- Exercise objective: Would you give the number of lines in the entries that contain the word "Sawau"? Nothing else is needed.

*** Opening of Provided information ***

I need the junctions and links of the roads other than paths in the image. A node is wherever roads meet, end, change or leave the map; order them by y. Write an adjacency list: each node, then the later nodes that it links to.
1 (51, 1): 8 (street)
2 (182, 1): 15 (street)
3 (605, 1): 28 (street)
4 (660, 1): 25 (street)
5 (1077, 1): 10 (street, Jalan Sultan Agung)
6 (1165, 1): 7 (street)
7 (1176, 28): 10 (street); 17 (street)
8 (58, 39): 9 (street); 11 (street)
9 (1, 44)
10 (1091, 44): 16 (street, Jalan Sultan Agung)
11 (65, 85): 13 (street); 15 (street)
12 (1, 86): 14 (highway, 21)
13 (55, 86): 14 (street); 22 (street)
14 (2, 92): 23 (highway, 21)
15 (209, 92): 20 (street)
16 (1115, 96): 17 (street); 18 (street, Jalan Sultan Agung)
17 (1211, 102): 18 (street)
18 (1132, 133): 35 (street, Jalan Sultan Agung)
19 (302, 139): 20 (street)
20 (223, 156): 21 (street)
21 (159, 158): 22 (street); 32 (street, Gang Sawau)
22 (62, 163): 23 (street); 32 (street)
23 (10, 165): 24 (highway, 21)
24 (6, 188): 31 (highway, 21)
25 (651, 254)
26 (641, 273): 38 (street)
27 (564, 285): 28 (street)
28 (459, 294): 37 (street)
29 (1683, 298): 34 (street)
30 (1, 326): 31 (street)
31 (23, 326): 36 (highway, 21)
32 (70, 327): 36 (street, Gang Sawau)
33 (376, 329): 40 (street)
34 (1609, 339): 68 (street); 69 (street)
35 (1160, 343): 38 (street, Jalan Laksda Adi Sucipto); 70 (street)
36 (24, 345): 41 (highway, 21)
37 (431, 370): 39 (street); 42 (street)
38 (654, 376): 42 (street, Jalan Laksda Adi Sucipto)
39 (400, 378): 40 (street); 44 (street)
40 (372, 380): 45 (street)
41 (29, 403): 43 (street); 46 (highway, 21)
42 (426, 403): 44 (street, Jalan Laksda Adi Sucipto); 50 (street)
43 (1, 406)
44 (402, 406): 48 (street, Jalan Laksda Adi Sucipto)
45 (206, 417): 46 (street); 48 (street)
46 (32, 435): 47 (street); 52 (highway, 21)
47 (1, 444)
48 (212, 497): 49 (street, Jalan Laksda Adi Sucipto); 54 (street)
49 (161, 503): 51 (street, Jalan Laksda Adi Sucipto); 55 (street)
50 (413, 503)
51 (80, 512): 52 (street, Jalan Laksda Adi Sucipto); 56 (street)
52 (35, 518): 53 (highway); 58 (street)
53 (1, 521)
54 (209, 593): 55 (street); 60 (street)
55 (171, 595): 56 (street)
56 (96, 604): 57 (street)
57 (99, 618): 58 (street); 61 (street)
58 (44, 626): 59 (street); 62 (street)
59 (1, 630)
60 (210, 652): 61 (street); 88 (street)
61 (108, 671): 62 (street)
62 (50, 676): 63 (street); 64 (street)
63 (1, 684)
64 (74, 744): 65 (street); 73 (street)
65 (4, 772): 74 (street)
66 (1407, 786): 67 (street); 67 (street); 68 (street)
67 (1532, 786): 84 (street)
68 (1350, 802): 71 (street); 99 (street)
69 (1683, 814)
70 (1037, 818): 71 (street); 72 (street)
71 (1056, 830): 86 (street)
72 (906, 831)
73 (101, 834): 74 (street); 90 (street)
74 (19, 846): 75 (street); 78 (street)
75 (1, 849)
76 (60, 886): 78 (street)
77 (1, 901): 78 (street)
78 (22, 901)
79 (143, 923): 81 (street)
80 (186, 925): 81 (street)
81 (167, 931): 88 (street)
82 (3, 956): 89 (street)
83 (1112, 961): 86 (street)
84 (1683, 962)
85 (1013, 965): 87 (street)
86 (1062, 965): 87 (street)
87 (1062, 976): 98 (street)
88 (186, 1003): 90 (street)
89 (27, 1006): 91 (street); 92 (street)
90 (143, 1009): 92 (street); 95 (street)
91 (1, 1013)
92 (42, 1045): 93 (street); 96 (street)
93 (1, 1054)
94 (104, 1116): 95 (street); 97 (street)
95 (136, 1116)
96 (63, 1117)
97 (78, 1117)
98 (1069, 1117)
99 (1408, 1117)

*** Close of Provided information ***
*** Opening of Provided information ***

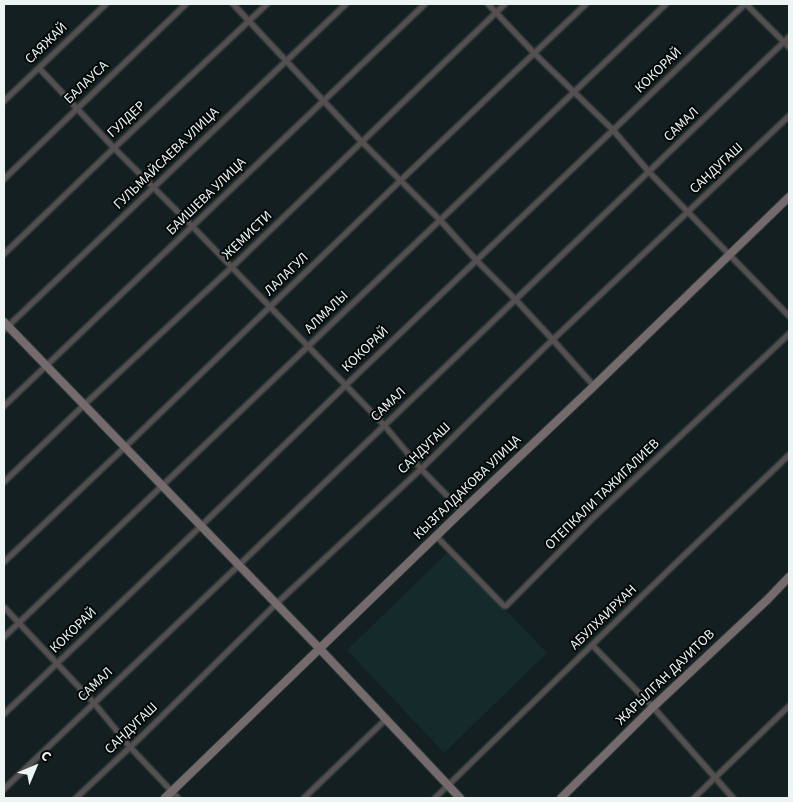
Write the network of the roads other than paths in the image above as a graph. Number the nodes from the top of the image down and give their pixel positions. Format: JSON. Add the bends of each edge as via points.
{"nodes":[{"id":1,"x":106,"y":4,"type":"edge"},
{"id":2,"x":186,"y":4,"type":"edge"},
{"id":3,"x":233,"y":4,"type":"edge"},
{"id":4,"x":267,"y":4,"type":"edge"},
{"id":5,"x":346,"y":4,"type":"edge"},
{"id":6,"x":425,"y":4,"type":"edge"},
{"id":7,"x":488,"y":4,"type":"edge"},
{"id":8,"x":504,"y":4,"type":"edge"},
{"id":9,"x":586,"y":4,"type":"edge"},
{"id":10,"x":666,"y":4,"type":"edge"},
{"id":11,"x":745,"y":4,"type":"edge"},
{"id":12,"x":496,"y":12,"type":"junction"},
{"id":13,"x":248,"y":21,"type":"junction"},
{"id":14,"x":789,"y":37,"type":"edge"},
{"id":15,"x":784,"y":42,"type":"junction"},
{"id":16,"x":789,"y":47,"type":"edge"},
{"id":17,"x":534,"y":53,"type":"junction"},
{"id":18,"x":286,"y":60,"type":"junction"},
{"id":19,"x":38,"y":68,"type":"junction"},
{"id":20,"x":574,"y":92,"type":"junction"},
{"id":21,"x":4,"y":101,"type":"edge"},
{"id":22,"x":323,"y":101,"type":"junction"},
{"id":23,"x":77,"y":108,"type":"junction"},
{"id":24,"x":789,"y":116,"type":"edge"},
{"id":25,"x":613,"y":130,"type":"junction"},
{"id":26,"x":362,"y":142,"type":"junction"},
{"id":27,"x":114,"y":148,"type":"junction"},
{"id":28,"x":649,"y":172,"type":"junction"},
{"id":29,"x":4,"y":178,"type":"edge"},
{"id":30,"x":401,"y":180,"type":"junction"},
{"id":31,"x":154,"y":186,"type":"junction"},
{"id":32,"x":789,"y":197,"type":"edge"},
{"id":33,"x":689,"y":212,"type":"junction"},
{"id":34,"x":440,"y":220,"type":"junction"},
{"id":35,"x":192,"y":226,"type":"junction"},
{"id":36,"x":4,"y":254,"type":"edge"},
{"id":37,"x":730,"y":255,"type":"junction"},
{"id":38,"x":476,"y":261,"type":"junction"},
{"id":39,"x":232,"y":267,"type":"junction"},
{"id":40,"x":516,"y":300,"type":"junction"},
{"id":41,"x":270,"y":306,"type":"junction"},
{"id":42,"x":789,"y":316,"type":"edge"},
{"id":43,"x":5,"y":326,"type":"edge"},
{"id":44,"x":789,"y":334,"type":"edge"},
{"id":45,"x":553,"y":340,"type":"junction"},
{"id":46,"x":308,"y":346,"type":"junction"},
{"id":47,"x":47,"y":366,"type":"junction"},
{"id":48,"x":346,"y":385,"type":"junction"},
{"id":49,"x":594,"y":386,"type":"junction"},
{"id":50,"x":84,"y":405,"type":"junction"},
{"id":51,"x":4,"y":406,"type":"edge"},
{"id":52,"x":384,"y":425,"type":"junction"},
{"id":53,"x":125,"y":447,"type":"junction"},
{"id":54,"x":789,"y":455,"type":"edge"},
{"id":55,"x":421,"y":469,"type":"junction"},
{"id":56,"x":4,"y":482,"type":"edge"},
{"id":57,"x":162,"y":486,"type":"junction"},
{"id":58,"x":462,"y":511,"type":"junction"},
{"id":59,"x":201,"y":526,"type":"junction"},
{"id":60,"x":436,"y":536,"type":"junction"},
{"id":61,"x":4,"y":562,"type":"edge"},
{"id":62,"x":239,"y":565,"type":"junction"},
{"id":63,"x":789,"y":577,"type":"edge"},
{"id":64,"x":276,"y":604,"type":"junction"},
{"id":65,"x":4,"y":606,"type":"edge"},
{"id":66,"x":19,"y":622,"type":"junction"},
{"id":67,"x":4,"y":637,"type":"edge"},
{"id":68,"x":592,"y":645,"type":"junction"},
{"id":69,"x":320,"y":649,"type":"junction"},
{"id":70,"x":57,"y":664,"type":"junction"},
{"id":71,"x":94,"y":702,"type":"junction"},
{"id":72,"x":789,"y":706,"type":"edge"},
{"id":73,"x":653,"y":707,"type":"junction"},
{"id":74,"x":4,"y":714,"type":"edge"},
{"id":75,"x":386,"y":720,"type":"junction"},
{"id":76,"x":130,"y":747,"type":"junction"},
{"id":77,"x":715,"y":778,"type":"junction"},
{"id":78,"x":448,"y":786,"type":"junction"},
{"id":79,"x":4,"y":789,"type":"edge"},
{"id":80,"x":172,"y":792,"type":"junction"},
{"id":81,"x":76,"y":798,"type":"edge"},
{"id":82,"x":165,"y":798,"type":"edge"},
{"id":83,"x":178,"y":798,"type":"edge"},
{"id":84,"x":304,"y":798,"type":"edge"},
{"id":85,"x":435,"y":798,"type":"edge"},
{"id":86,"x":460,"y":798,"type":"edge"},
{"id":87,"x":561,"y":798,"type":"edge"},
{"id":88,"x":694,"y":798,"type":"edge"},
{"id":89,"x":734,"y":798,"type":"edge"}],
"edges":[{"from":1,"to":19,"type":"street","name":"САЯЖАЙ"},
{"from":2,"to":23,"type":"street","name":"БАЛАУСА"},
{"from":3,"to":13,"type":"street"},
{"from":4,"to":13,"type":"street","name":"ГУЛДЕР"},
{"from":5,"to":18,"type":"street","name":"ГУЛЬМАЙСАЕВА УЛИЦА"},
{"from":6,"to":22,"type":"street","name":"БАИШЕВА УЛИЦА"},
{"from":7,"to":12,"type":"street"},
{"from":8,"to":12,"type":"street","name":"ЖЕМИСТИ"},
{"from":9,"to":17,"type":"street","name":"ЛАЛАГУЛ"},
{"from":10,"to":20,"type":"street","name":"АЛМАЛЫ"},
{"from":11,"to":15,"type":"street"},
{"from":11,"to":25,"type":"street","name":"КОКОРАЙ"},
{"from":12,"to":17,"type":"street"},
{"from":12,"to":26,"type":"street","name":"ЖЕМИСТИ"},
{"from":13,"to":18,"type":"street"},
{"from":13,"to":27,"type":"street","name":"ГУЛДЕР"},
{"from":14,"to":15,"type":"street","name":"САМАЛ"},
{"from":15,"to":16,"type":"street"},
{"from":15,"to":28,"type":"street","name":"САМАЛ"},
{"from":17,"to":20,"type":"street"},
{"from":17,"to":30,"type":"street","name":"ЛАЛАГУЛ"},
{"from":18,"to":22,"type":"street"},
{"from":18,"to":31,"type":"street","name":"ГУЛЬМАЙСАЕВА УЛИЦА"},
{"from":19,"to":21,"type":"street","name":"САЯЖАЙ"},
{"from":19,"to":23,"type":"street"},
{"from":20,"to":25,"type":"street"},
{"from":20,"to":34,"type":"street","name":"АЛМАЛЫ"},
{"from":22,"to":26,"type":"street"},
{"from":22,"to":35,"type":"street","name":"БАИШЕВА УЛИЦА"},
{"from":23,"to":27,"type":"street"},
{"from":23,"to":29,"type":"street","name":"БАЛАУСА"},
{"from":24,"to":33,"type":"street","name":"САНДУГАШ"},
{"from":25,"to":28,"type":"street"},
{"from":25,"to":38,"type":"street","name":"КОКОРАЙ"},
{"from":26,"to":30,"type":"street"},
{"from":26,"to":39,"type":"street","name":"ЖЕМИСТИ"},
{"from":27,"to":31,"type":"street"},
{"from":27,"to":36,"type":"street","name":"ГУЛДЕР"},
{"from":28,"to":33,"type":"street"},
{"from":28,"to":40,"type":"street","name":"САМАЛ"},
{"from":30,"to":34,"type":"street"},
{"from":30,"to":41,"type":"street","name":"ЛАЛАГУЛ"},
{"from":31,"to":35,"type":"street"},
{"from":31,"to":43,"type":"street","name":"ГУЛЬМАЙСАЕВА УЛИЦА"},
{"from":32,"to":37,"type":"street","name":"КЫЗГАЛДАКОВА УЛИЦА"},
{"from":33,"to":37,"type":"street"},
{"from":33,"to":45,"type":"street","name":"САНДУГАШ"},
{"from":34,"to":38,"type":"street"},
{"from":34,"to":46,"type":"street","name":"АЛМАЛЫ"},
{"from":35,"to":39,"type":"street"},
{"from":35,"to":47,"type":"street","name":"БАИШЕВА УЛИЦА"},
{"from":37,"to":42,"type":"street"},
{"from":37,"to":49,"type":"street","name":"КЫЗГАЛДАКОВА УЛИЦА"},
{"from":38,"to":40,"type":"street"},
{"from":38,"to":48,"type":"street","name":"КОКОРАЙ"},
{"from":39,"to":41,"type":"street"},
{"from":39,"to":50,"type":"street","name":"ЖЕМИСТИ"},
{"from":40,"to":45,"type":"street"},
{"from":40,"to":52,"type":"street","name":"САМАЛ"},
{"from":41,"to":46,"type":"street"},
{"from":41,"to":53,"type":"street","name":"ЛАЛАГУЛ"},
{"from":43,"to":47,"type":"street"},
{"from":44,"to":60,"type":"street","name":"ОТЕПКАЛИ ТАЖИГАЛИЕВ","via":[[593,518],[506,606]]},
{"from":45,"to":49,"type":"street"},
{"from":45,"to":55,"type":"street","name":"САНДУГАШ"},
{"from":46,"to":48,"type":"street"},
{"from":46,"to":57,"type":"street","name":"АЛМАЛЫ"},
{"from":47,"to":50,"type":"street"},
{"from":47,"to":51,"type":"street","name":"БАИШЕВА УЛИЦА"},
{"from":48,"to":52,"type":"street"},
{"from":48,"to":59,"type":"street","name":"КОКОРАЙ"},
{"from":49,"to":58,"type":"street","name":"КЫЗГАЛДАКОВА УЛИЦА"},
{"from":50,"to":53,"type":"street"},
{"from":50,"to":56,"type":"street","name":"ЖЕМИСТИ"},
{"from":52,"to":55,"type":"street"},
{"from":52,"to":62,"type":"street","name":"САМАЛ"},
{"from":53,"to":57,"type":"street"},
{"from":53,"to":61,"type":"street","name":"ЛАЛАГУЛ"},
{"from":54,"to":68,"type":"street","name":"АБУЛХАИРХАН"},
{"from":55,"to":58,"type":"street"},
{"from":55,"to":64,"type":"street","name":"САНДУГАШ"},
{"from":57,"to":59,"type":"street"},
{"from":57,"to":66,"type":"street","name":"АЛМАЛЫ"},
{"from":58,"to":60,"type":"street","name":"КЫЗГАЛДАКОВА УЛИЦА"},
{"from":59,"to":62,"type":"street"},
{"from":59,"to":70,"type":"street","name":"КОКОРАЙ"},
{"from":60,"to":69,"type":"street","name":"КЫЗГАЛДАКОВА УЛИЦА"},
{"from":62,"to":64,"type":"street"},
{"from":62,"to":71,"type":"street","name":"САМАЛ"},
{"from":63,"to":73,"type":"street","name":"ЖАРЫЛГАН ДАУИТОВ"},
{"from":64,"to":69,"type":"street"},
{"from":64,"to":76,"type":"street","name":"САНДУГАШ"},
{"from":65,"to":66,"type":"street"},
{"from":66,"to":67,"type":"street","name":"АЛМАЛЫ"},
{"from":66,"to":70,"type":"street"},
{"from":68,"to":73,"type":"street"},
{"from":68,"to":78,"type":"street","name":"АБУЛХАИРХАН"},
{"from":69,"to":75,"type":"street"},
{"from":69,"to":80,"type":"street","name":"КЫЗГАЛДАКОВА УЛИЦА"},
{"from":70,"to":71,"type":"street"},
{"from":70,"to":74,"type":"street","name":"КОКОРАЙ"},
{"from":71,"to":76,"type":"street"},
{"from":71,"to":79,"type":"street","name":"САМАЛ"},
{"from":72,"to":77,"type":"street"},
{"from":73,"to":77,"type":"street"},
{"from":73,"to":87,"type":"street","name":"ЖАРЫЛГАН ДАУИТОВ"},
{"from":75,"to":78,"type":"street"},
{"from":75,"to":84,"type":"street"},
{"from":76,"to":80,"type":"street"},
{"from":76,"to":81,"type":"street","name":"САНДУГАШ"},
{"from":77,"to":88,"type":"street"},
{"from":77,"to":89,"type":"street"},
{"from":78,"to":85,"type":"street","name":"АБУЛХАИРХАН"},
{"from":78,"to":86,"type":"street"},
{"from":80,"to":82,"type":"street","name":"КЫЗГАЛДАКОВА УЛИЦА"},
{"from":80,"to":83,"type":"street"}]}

*** Close of Provided information ***

- Task result: 2